Degenerazione maculare

Sebbene alcuni soggetti siano predisposti geneticamente allo sviluppo di questa malattia, la degenerazione maculare è tradizionalmente una patologia degenerativa legata all’invecchiamento. Ha una prevalenza che varia dal 8.5% al 11% nella fascia di età compresa tra i 65 e i 74 anni, e del 27% al di sopra dei 75 anni.

Anche se sono riportati in letteratura casi in cui la degenerazione è dovuta a malformazioni in epoca prenatale intrauterina (dovuta per esempio ad infezione da toxoplasma) oppure conseguenti ad infezioni o traumi all'occhio.
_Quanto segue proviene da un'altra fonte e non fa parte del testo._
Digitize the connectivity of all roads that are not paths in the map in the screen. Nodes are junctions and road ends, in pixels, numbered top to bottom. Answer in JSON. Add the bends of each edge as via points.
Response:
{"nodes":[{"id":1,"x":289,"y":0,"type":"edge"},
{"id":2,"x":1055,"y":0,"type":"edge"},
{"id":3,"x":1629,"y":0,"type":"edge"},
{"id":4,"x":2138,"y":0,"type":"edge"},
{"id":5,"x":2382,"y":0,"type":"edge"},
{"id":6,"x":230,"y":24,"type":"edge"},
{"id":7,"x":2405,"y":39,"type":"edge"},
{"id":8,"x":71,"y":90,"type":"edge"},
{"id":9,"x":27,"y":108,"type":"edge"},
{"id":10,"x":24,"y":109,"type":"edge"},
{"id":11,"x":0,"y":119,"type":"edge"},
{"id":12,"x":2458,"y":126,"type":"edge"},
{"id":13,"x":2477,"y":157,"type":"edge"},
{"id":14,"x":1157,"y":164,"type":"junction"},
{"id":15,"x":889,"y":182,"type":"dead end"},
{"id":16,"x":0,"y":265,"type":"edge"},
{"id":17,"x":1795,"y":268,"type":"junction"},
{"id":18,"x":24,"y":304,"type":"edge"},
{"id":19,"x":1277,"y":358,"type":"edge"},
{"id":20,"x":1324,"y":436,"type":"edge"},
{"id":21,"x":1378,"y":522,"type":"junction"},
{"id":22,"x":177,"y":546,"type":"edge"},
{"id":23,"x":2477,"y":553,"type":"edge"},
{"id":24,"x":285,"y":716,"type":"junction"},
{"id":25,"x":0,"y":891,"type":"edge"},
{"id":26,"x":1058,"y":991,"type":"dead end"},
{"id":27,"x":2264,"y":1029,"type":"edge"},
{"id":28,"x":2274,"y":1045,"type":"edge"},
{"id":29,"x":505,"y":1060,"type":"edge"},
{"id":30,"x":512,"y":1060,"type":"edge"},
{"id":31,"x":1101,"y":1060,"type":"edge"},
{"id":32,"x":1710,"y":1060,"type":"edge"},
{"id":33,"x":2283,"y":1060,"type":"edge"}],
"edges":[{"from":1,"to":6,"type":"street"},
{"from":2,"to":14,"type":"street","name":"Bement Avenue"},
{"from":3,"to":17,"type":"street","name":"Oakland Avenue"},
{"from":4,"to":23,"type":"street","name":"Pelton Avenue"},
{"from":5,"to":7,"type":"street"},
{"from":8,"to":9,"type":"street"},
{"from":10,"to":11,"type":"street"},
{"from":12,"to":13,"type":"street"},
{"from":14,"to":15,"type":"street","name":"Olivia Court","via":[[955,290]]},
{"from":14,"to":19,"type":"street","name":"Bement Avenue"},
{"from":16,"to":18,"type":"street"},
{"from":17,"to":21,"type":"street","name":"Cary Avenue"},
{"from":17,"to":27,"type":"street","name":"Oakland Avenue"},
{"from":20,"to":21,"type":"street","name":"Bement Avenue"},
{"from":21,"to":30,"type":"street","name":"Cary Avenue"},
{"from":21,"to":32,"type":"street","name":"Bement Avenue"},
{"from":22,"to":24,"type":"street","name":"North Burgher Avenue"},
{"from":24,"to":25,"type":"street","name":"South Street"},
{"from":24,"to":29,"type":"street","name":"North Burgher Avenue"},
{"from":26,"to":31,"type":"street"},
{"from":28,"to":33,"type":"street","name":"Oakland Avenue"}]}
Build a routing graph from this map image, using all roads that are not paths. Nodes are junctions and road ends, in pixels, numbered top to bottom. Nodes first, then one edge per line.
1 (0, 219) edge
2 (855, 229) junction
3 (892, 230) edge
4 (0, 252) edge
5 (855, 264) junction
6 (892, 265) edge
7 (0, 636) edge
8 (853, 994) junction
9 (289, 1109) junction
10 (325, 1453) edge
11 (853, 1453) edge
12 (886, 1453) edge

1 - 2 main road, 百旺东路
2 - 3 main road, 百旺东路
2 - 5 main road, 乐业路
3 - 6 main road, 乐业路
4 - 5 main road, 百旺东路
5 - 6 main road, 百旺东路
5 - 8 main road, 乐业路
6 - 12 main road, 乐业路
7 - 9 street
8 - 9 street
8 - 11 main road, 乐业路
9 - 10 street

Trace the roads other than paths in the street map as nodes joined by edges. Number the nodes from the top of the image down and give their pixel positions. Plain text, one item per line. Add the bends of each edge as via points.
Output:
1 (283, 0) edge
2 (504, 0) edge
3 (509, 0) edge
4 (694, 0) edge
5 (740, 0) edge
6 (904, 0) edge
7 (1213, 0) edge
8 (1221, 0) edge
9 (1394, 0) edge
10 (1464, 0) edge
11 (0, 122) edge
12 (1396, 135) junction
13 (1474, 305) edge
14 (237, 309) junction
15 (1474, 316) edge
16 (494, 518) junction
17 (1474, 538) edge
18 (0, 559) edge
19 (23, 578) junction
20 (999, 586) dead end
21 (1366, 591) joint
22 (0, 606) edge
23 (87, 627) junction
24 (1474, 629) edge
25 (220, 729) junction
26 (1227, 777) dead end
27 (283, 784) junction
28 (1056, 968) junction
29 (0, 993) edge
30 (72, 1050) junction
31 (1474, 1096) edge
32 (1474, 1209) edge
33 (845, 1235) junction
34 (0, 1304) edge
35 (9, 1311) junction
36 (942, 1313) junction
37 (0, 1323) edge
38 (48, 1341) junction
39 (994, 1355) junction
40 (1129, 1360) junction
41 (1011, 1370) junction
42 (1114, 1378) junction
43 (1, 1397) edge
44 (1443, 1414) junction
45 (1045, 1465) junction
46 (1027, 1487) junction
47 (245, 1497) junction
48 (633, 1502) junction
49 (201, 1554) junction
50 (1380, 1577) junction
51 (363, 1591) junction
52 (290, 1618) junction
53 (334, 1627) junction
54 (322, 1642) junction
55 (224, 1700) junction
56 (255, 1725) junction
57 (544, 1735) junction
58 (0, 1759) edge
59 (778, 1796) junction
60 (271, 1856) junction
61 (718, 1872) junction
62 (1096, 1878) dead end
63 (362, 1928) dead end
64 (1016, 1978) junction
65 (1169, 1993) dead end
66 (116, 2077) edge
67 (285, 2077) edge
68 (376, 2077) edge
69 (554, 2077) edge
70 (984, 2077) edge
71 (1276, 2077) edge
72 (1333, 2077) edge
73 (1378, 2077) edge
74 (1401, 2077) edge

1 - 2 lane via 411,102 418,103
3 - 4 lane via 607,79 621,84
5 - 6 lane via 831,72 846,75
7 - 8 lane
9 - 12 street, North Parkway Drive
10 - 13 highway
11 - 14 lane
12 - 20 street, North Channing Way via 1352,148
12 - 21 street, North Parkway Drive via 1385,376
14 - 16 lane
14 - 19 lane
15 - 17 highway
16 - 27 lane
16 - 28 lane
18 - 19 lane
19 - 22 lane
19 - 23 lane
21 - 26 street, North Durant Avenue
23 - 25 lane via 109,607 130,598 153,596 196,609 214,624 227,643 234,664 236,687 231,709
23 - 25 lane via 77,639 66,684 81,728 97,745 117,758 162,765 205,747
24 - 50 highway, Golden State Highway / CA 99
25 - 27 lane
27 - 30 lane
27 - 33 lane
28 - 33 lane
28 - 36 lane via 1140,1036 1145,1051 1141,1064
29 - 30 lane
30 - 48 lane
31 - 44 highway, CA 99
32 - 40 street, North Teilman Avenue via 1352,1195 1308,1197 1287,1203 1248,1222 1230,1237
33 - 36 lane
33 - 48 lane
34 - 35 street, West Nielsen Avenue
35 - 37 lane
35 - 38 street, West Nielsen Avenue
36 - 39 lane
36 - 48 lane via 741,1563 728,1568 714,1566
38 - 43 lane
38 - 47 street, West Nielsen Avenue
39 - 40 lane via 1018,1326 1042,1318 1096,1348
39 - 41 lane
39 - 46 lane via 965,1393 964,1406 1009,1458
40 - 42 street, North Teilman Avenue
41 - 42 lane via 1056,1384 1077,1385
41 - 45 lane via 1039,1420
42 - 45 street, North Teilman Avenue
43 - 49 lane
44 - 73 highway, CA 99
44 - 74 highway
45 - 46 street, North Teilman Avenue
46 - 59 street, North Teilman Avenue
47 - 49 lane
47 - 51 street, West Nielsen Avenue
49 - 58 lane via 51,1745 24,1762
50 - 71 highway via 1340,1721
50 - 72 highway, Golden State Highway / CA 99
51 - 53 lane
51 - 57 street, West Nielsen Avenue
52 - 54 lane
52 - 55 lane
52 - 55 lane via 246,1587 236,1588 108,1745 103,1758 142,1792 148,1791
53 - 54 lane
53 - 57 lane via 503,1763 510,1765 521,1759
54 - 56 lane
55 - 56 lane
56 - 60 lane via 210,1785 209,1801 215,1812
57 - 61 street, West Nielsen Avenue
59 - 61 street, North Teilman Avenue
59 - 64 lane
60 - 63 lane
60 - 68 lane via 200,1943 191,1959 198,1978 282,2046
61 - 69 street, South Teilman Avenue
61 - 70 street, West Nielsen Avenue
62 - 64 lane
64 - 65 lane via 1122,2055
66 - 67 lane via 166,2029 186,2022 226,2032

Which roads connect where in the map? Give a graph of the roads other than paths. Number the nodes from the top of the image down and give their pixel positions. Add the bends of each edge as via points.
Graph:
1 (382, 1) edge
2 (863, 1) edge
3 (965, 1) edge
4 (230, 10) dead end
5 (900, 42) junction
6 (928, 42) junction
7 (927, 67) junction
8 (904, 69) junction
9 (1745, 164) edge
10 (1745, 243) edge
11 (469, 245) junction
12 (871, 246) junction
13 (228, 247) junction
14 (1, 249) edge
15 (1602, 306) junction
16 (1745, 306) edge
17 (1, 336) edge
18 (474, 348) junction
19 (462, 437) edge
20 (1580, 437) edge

Può avere una forma umida ed una forma secca: la prima è piuttosto rara e comporta la formazione di neovasi che man mano si ingrossano e provocano emorragie e cicatrici al centro della retina (la macula), danneggiandola irreversibilmente; la seconda forma è, invece, molto più comune ed è dovuta ad un assottigliamento progressivo della retina. La riduzione della capacità visiva è grave ed interessa soprattutto la parte centrale della visione in cui compaiono macchie scure, che si allargano progressivamente e visione distorta dei colori. Altro sintomo tipico è la distorsione delle linee dritte, che rende impossibile ai pazienti di leggere e svolgere altre attività quotidiane. Il sintomo è confermato dal cosiddetto test di Amsler, e basato su costruzione di una griglia a linee dritte che vanno a formare quadretti regolari ed identici: la visione delle linee, o dei quadretti, in maniera distorta o di macchie deve suggerire di rivolgersi all’oftalmologo al più presto.

Al momento non ci sono terapie efficaci per cui la strategia si basa su prevenzione e diagnosi precoce in modo da rallentarne la progressione.

L'esposizione prolungata ad una intensa luce solare, per la diminuzione della fascia di ozono, può aumentare il rischio di maculopatia e così pure una diminuzione del livello di sostanze antiossidanti.